Playing the Part of Entrepreneur: Interview with Klickly's Cooper Harris

How Former Actress Cooper Harris Founded Klickly

Cooper Harris wanted to be a lot of things when she grew up – an ice skater, an archaeologist, and a spy, just to name a few – but she didn’t plan on being an entrepreneur. After a career in acting (she landed a gig on The Young and The Restless right out of college), she found herself sneaking off to hackathons and making friends with engineers. How exactly does an actress go from auditioning for the lead role to creating the lead role? I recently sat down with Harris to learn how she started her business, Klickly, and grew it into a successful AI-powered advertising platform.

From Actress to CEO

Growing up with a serial entrepreneur for a father, Harris thought it was pretty normal to start a new business every four to eight years, and watching her father taught her just how hard the journey would be.

“I watched him work really, really hard, and I think that informed my world view,” she said during our interview. “I believe that to build a company you have to be very dedicated and work very hard. I think someone who’s just jumping into it might not have that association.”

At the time, though, Harris was more interested in performing than founding. She thought that as an actress she could be everything she wanted. After graduating from the University of North Carolina School of the Arts, she landed an agent and a television show. Years later, after coming to Los Angeles for a movie role, Harris found herself in the middle of a technology boom. She started spending her weekends at hackathons, eventually winning at the events and recruiting talented engineers to be on her teams. Her acting skills made her strong at pitching, something a lot of engineers weren’t good at doing.

Armed with the network and tenacity she needed to start a business, Harris founded Klickly in 2014. Klickly is the first commissions-based, AI-powered advertising platform that enables purchases and engagements directly within marketing messages, and the company only gets paid when it’s making sales for its customers. With that kind of business model, things like cash flow, funding, and data became crucial to the company.

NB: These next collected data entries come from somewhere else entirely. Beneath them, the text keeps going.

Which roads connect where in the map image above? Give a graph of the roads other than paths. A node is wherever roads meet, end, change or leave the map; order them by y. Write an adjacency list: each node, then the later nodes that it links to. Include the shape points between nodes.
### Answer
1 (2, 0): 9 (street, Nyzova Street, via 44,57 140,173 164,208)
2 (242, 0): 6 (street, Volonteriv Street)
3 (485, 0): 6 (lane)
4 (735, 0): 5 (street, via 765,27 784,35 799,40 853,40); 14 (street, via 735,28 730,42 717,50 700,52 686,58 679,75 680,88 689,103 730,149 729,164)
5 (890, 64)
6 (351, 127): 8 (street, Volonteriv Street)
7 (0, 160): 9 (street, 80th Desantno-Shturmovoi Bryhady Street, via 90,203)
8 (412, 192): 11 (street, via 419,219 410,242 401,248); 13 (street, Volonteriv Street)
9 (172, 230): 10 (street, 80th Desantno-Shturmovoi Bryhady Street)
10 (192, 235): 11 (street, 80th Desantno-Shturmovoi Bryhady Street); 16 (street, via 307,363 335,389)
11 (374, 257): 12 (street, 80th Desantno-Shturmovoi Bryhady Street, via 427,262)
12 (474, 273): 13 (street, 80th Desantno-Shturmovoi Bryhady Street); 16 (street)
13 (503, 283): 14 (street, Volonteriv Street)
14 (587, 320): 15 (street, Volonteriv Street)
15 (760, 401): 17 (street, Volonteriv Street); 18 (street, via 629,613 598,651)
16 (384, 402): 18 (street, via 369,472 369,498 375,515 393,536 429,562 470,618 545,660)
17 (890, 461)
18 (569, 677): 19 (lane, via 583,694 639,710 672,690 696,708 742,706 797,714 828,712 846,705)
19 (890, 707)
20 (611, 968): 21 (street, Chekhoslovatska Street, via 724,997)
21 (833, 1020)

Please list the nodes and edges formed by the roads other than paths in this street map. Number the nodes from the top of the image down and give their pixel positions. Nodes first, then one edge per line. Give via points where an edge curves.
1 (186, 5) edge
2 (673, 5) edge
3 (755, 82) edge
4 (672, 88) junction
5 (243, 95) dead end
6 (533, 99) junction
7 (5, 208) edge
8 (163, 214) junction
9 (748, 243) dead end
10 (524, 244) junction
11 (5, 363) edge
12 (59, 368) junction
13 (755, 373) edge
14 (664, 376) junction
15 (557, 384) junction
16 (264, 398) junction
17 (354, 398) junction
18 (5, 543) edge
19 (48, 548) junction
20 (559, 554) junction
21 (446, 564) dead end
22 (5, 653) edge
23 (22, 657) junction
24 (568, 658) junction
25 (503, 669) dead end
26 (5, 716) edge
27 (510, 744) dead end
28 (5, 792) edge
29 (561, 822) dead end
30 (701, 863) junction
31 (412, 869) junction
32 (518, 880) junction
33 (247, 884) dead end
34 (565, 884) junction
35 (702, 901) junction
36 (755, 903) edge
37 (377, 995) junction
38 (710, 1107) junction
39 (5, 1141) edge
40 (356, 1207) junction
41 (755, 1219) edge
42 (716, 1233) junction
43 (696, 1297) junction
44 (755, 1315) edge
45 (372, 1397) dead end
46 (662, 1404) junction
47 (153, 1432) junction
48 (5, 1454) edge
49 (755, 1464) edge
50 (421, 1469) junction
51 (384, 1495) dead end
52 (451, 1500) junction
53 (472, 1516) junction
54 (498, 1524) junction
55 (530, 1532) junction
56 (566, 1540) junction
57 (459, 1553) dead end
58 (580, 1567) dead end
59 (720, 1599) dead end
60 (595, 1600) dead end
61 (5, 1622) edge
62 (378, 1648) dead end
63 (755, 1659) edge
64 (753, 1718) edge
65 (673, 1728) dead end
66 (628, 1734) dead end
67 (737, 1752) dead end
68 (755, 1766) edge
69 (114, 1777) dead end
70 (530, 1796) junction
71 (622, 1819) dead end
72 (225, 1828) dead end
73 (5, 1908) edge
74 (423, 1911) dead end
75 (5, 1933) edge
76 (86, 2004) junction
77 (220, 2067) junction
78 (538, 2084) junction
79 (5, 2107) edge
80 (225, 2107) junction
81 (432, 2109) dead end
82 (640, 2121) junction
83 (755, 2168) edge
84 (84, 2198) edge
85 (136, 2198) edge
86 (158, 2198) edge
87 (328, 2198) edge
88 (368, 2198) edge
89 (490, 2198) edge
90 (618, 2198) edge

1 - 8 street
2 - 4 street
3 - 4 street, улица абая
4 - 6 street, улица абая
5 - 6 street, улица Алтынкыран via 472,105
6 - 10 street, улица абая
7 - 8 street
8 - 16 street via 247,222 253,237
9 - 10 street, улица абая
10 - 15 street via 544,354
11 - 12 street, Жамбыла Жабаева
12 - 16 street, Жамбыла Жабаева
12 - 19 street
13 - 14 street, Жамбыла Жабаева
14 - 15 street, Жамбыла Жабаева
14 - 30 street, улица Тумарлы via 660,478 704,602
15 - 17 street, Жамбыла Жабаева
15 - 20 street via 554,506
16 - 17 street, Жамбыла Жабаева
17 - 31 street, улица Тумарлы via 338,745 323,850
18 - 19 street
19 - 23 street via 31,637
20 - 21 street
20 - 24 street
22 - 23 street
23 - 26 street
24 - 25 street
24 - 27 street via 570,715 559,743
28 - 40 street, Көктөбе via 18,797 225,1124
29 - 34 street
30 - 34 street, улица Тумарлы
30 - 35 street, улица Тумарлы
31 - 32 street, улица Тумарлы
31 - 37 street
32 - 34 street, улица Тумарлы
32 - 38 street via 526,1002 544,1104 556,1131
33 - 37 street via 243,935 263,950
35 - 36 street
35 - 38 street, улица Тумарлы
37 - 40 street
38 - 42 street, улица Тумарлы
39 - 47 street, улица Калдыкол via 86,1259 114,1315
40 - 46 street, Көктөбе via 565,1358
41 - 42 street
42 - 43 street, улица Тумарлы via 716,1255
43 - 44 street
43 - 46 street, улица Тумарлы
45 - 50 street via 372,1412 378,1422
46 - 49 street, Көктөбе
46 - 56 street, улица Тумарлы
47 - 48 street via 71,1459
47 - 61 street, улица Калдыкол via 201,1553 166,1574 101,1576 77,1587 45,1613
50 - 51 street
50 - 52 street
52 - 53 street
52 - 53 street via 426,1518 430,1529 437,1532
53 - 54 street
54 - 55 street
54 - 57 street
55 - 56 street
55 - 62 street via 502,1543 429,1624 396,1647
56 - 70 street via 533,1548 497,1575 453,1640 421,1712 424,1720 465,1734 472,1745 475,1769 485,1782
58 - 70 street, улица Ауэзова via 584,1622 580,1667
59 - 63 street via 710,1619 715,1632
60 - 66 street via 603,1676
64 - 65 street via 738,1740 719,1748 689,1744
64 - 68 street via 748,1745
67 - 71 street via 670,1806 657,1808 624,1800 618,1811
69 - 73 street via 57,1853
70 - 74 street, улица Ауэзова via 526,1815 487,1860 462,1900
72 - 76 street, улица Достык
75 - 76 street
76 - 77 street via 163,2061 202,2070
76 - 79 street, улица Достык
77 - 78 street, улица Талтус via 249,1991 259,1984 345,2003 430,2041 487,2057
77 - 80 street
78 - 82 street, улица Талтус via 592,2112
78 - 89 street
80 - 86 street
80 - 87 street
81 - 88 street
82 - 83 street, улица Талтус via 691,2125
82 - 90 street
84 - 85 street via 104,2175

At the time, Harris found it was difficult to fund a tech business as a woman, and doing it as a former actress didn’t always help. “I think that they [investors] humored me because they liked me,” Harris said. “I even had a well known VC ask me if I ever considered pivoting my platform such that it doesn’t depend on AI and machine learning and it really just ends up being a marketplace direct-to-consumer for shoes and jewelry,” Harris said. “No one took me seriously at first.”

Finding Funding Against All Odds

Despite those perceptions during Klickly’s first round of funding, the next round would go much differently. Google took notice of what Harris was accomplishing, and the company has since received investments from not just Google executives but the CTO of Stripe and executives at Adobe.

Her advice to women entrepreneurs? “Don’t focus on the adversity – focus on the success,” Harris advised. “Being a woman in tech right now is way more powerful than being a dude.”

When Harris started Klickly, the tech space was fairly devoid of women and she felt like any man in her position would have had an easier time getting funded. Specifically, she had successfully landed Eminem as a client, and the platform was used to raise $50,000 in just two weeks for the rapper’s campaign. Not realizing how long it would take to raise more capital, Harris actually ran out of money early on.

“I was just so confident in the idea that I wasn’t worried about it, but we were making money much slower than we were spending it,” she said. “I had an extra suite in my house, and I started [renting] it out. It did so well that I could support myself on it, so then I rented the apartment next door and ran that the first year of my startup."

Now, the company has a strong cash flow model and doesn’t have to worry about where the money will come from. But for other small business owners – in any space, not just technology – one of Harris’s biggest pieces of advice is to have a strong cash flow model.

For technology entrepreneurs specifically, Harris has a checklist for starting a small business and being successful:

Cooper Harris’s Checklist for Startup Success

  1. Don’t just go out with an idea and pitch – vet it against every expert you can find.
  2. Next, vet it against target consumers and make sure it’s something they really want. (Spend about three months vetting your idea.)
  3. Get Letters of Intent (LOIs) to verify your idea has legs. (LOIs are usually brief, nonbinding agreements that lay out the general terms of a sales agreement. These can help you determine how serious clients are about using your product once you’re ready to launch and can help impress investors.)
  4. Get a bare-bones prototype built in a short amount of time. (“If you don’t have engineers who believe in your product enough to spend two weekends on it, it’s not good enough,” Harris said.)
  5. Seek investments from family, friends, and angels – people who are strategic and can help you.
  6. Automate anything you can (Klickly only has two sales people).
  7. If you find something that makes you money nine times out of 10, kill everything else and focus on that.

Author’s Notes: Los Angeles–based Klickly is host to over 600 ecommerce-enabled brands serving millions of consumers. CEO and founder Cooper Harris calls Santa Monica home, and her only acting gig today is playing the role of successful female entrepreneur.